● **WORK ORDER**:
Which lines of the data contain the string "change"? Copy every one.

● **INFORMATION GIVEN**:
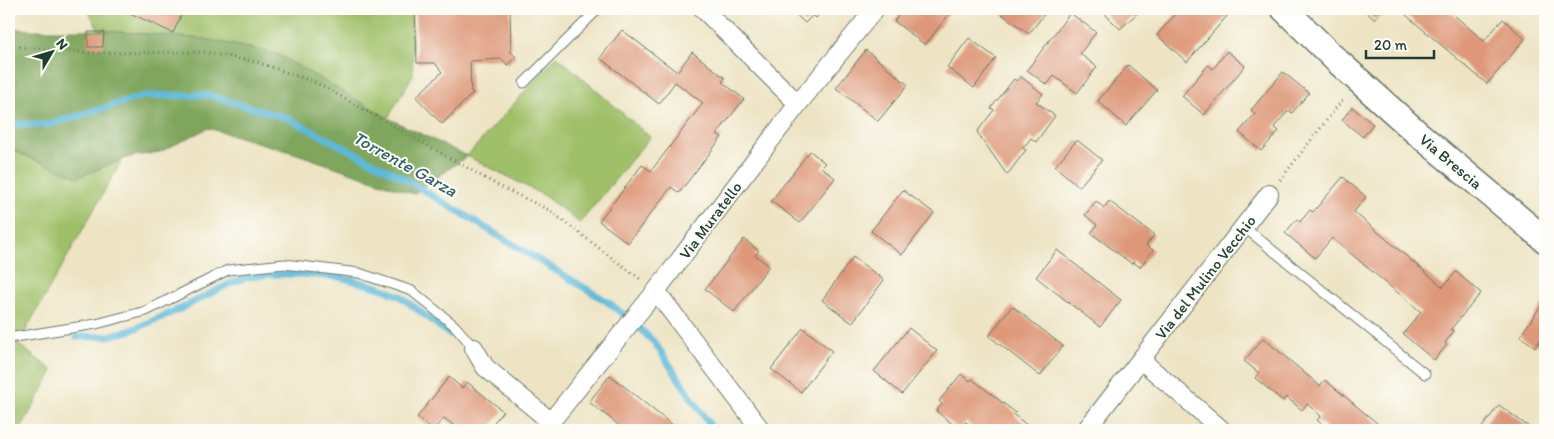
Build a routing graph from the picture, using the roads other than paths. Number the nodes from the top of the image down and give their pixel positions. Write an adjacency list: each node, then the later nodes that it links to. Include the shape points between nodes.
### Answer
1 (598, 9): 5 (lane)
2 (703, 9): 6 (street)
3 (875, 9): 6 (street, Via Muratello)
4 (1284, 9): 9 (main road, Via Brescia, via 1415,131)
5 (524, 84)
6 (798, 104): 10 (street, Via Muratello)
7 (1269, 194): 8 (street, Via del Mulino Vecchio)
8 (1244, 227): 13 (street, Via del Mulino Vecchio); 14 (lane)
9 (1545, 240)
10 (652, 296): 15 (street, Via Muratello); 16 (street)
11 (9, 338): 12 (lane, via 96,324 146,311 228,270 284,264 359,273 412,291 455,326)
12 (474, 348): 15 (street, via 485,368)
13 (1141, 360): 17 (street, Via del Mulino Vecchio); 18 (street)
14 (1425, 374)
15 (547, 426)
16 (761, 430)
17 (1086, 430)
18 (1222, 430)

...

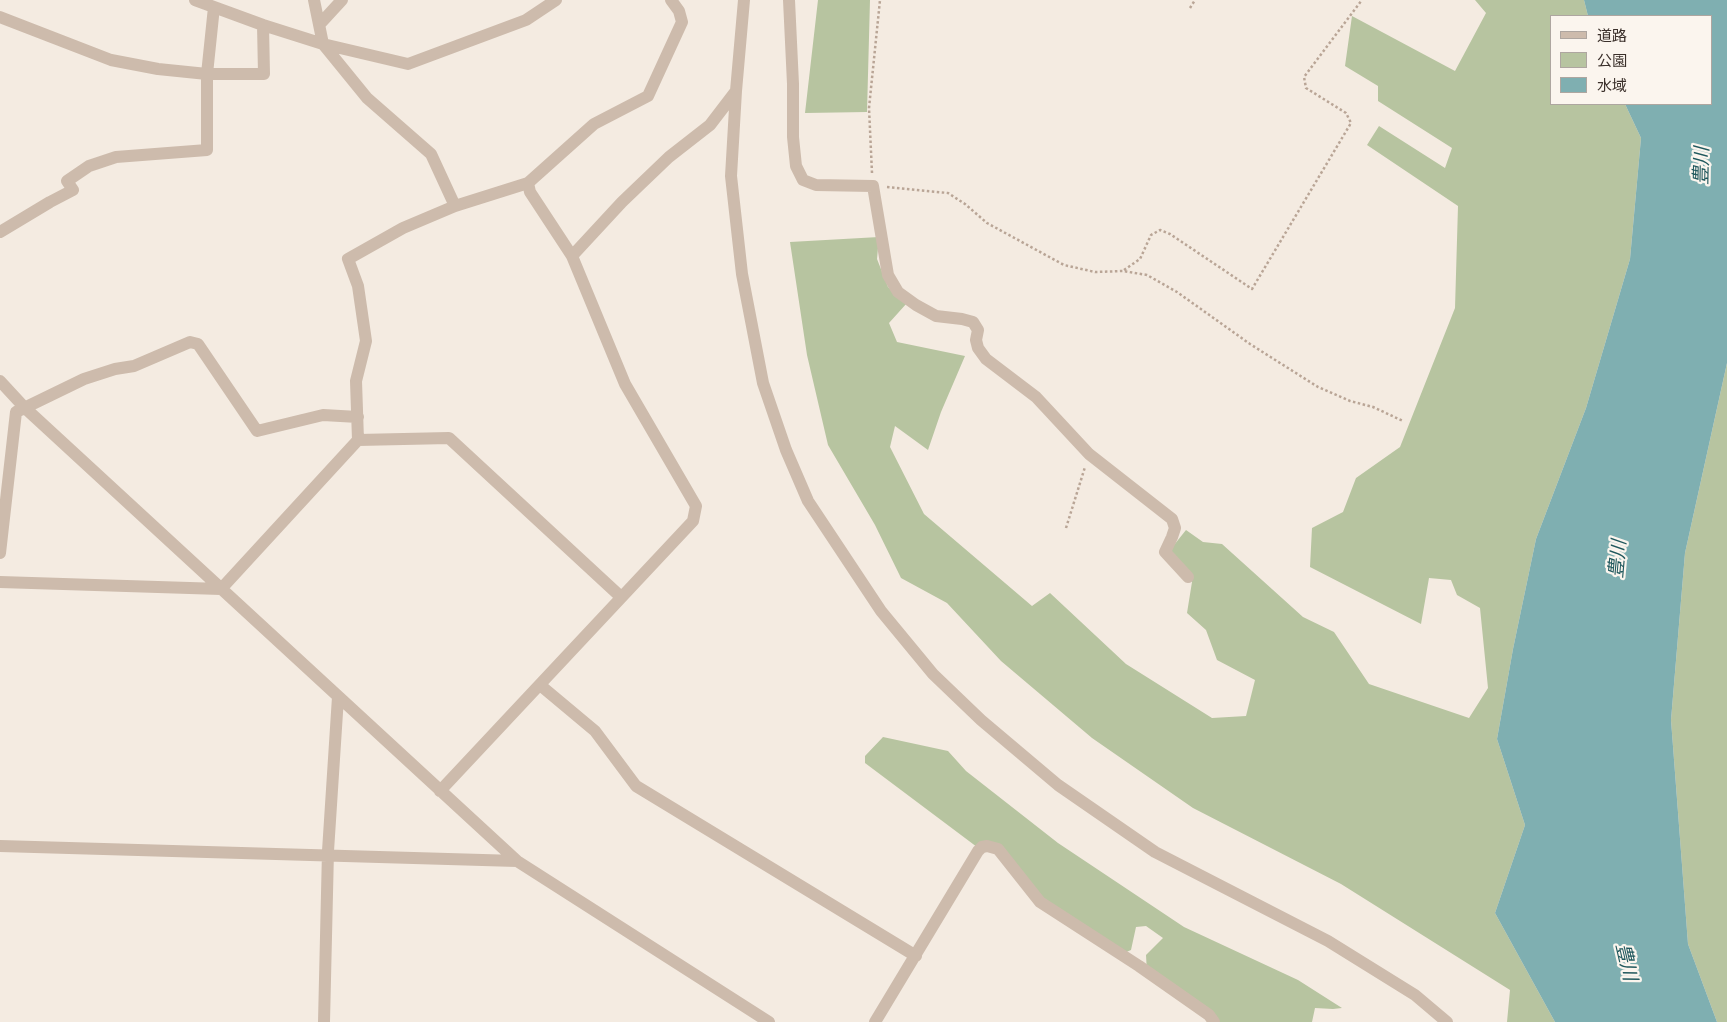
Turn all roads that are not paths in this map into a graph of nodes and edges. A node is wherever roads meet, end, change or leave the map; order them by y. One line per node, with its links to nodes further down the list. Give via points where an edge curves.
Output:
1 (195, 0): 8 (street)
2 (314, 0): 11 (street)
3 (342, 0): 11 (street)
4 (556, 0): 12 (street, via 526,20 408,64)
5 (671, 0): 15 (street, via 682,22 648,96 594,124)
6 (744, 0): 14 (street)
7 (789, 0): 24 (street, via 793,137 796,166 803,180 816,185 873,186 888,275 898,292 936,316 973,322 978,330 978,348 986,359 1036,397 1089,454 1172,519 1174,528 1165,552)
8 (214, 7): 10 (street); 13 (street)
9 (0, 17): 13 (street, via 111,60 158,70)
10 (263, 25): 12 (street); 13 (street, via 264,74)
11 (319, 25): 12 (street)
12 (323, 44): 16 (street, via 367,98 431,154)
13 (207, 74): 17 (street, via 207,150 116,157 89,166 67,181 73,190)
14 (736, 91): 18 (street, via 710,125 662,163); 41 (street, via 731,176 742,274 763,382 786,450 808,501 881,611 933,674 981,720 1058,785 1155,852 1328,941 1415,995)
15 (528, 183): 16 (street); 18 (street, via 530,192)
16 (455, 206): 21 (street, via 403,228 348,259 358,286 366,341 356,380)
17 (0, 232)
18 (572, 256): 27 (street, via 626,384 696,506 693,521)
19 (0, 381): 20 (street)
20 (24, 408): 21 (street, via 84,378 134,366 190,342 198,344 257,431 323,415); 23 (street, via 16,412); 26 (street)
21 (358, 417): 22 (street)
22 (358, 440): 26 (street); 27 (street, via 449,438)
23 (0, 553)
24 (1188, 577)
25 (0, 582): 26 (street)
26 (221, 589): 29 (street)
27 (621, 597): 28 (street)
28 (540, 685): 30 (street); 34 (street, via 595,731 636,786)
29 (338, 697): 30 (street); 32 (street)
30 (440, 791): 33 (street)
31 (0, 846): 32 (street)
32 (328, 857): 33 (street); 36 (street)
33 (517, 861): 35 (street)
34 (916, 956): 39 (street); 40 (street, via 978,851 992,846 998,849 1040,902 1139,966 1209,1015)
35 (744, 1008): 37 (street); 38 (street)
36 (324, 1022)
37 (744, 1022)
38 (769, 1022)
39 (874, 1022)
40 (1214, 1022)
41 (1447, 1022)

--

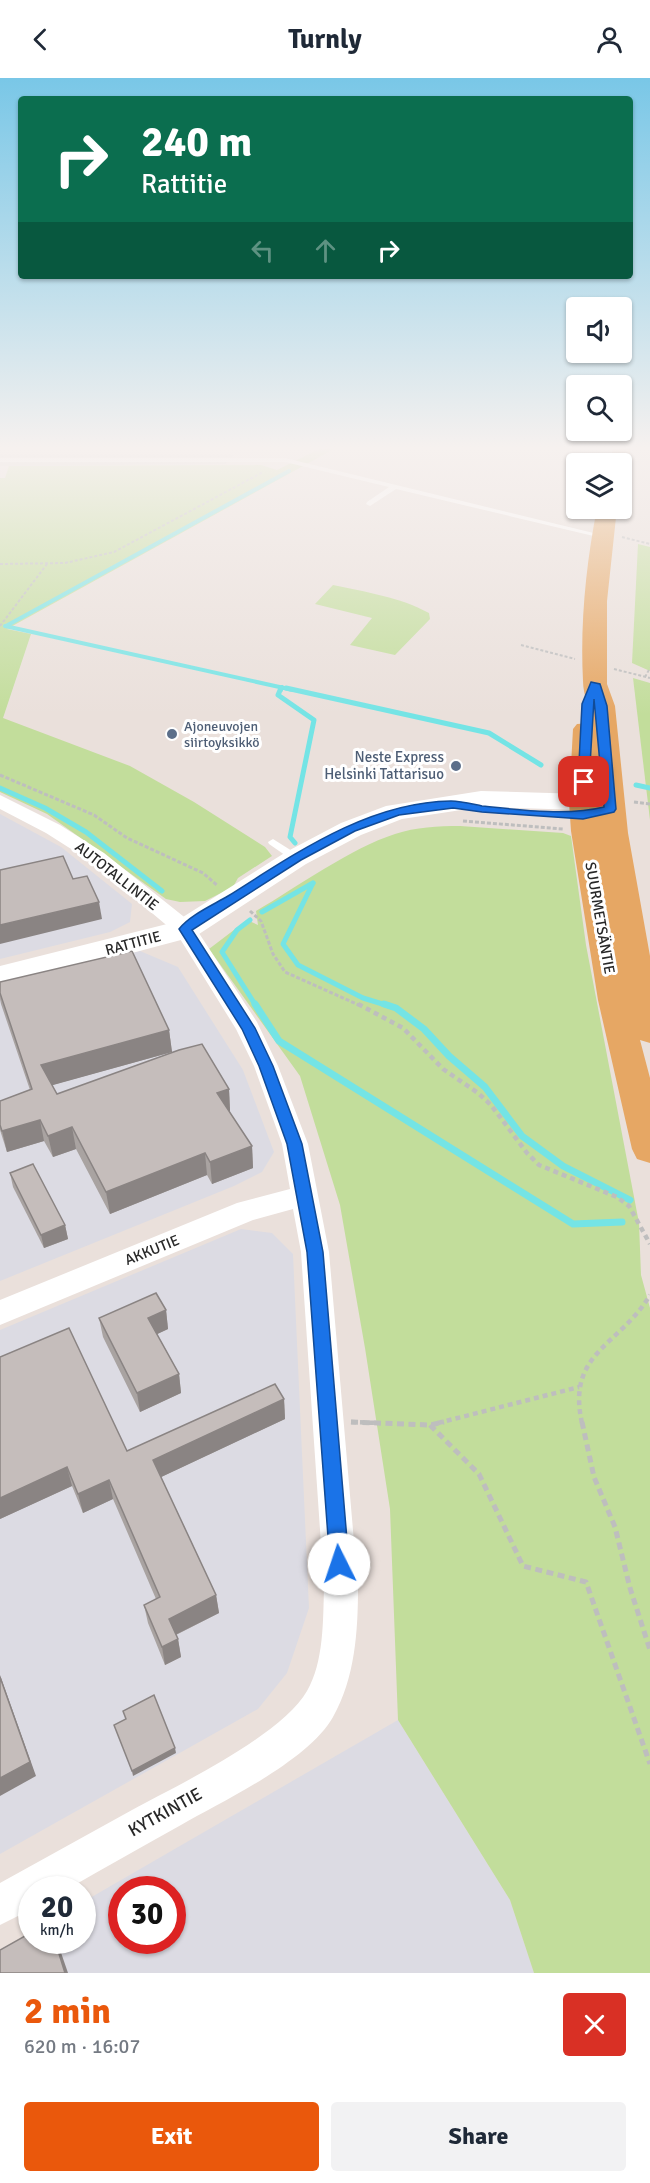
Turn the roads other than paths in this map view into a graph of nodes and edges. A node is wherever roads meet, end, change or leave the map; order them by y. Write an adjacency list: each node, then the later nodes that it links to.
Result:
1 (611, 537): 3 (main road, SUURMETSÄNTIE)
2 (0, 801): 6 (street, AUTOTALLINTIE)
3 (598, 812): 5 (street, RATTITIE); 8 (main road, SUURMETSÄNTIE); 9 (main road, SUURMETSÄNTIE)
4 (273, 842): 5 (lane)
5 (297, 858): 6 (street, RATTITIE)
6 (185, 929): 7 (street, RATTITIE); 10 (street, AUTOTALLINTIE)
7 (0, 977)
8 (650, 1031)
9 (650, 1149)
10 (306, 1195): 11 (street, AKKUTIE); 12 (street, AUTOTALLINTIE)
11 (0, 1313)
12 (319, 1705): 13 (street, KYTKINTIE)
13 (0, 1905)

● **PROBLEM SOLUTION**:
Turn all roads that are not paths in this map into a graph of nodes and edges. A node is wherever roads meet, end, change or leave the map; order them by y. One line per node, with its links to nodes further down the list. Give via points where an edge curves.
Turn the roads other than paths in this map view into a graph of nodes and edges. A node is wherever roads meet, end, change or leave the map; order them by y. Write an adjacency list: each node, then the later nodes that it links to.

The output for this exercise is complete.